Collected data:
——

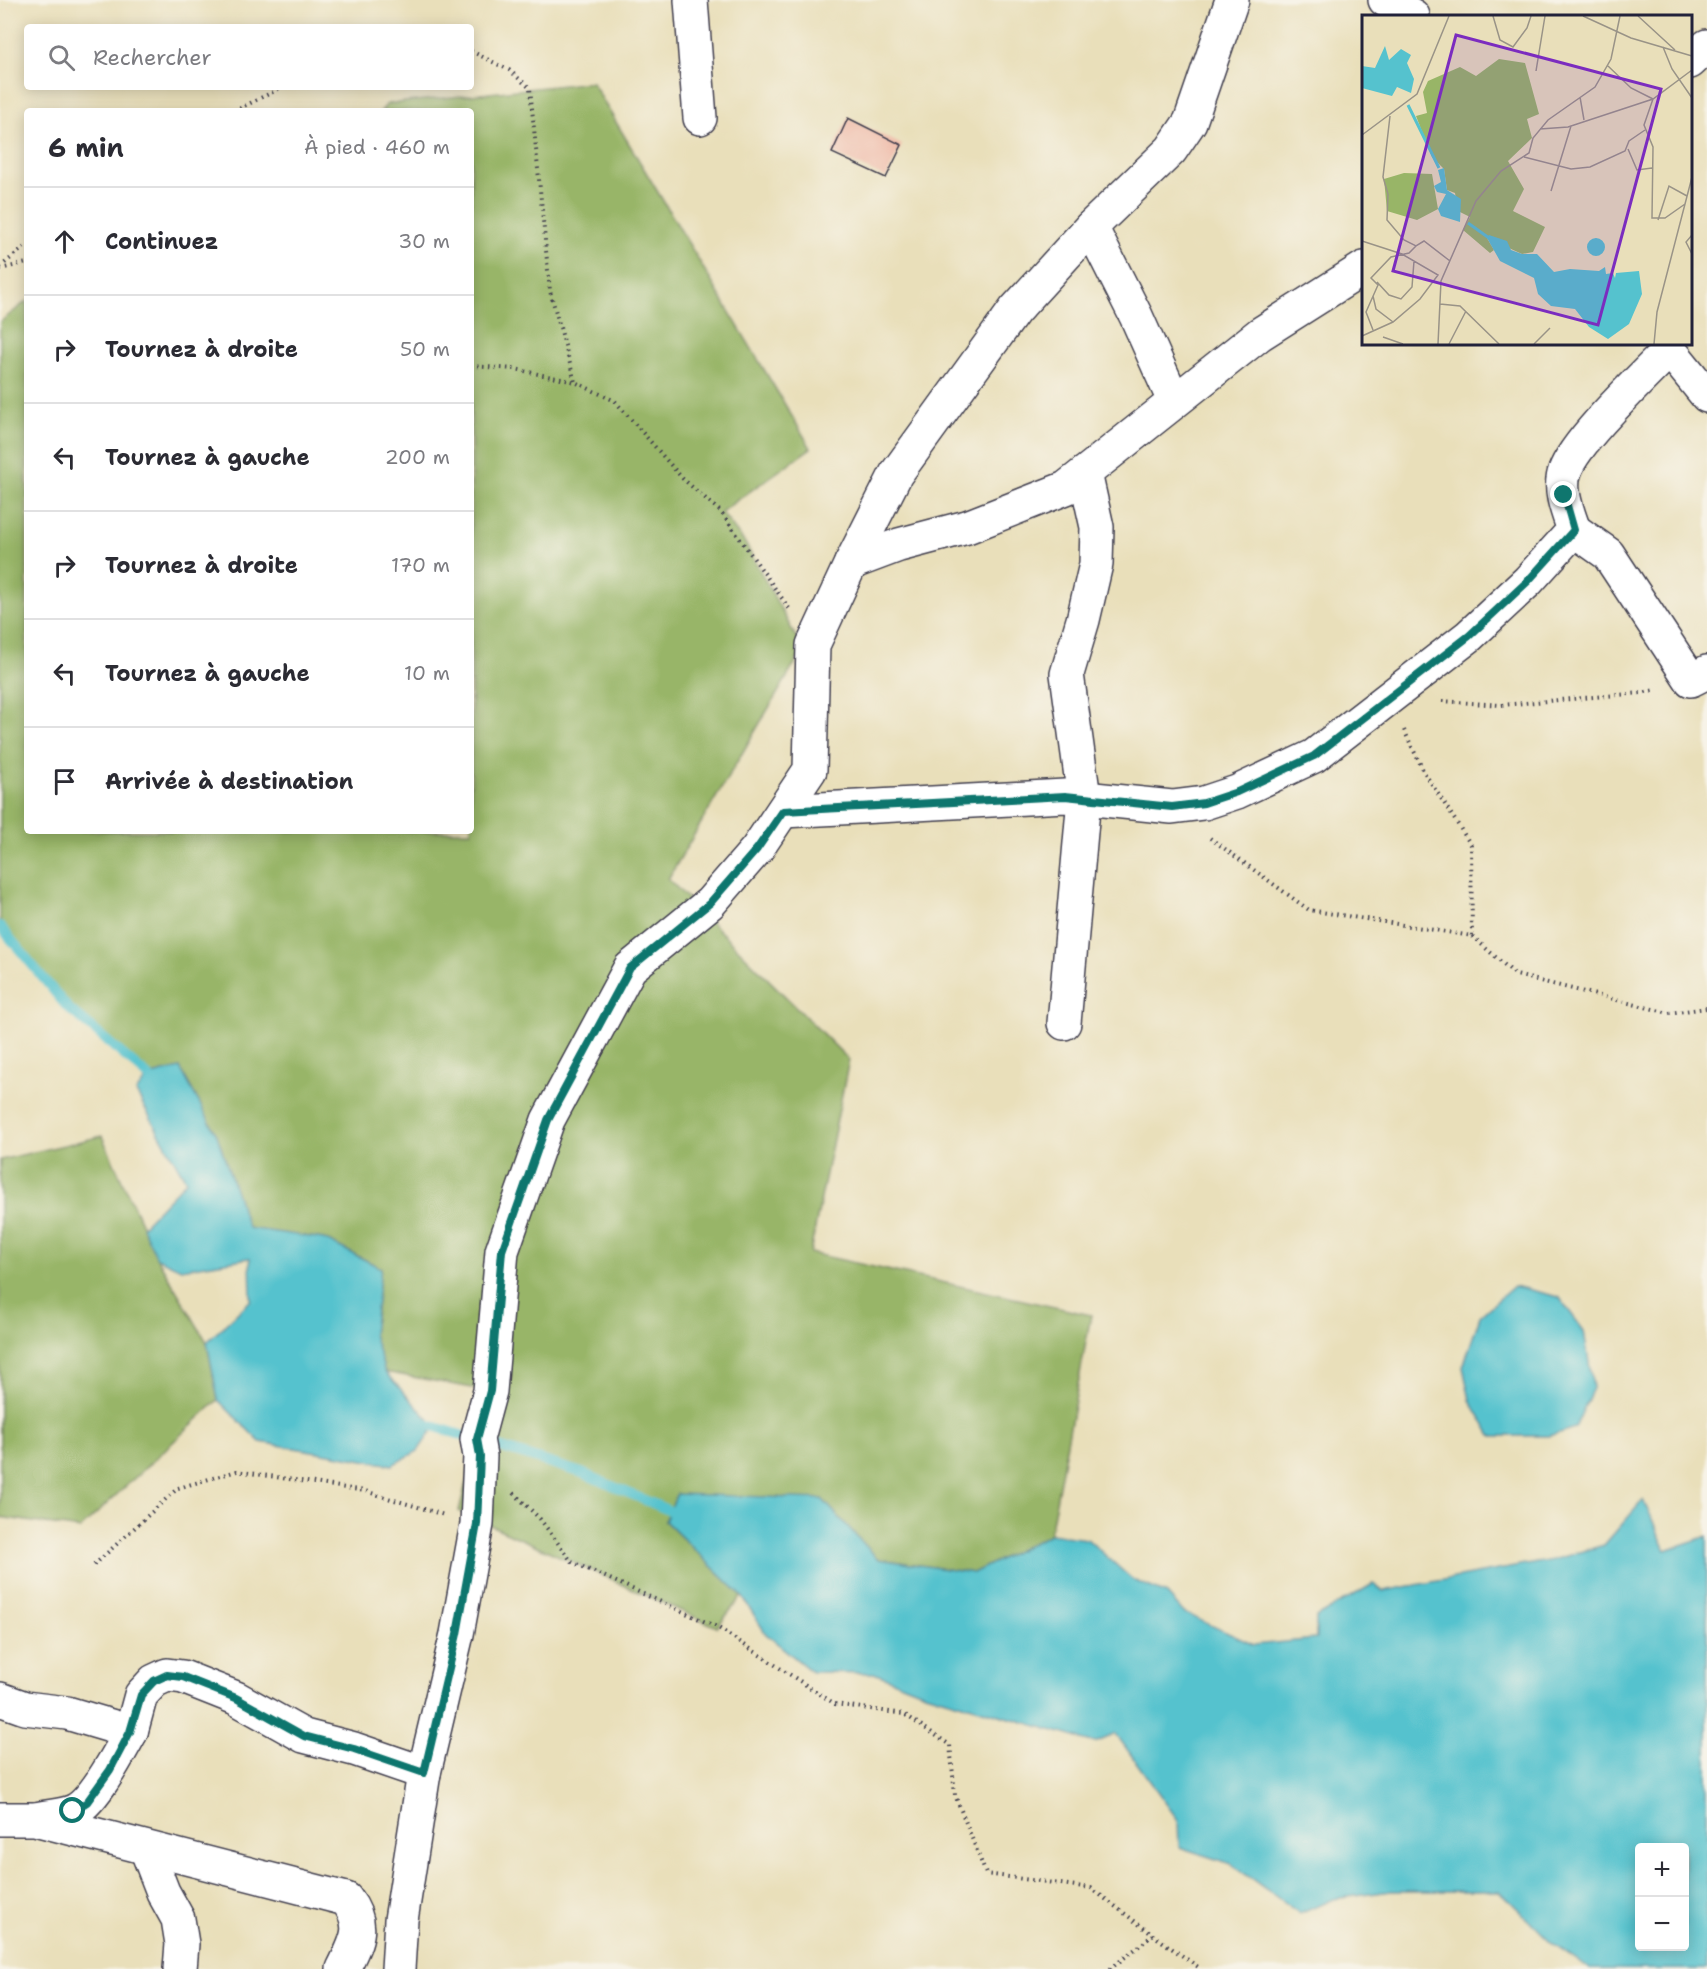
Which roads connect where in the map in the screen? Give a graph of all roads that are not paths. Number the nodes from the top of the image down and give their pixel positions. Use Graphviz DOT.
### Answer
graph roads {
  1 [pos="692,0"];
  2 [pos="1232,0"];
  3 [pos="1385,0"];
  4 [pos="1411,15"];
  5 [pos="1707,46"];
  6 [pos="1692,60"];
  7 [pos="700,118"];
  8 [pos="1091,227"];
  9 [pos="1362,269"];
  10 [pos="1666,347"];
  11 [pos="1707,396"];
  12 [pos="1174,401"];
  13 [pos="1084,473"];
  14 [pos="1574,530"];
  15 [pos="850,563"];
  16 [pos="1699,676"];
  17 [pos="1084,798"];
  18 [pos="783,811"];
  19 [pos="1064,1023"];
  20 [pos="0,1699"];
  21 [pos="130,1732"];
  22 [pos="424,1773"];
  23 [pos="0,1819"];
  24 [pos="35,1819"];
  25 [pos="0,1838"];
  26 [pos="146,1848"];
  27 [pos="180,1969"];
  28 [pos="343,1969"];
  29 [pos="398,1969"];
  1 -- 7 [label="street"];
  2 -- 8 [label="street"];
  3 -- 4 [label="street"];
  5 -- 6 [label="street"];
  8 -- 12 [label="street"];
  8 -- 15 [label="street"];
  9 -- 12 [label="street"];
  10 -- 11 [label="street"];
  10 -- 14 [label="street"];
  12 -- 13 [label="street"];
  13 -- 15 [label="street"];
  13 -- 17 [label="street"];
  14 -- 16 [label="street"];
  14 -- 17 [label="street"];
  15 -- 18 [label="street"];
  17 -- 18 [label="street"];
  17 -- 19 [label="street"];
  18 -- 22 [label="street"];
  20 -- 21 [label="street"];
  21 -- 22 [label="street"];
  21 -- 24 [label="street"];
  22 -- 29 [label="street"];
  23 -- 24 [label="street"];
  24 -- 25 [label="street"];
  24 -- 26 [label="street"];
  26 -- 27 [label="street"];
  26 -- 28 [label="street"];
}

——

**YOUR INSTRUCTIONS:**
Copy out each line carrying the string "graph" from the data.

**THE ANSWER:**
Which roads connect where in the map in the screen? Give a graph of all roads that are not paths. Number the nodes from the top of the image down and give their pixel positions. Use Graphviz DOT.
graph roads {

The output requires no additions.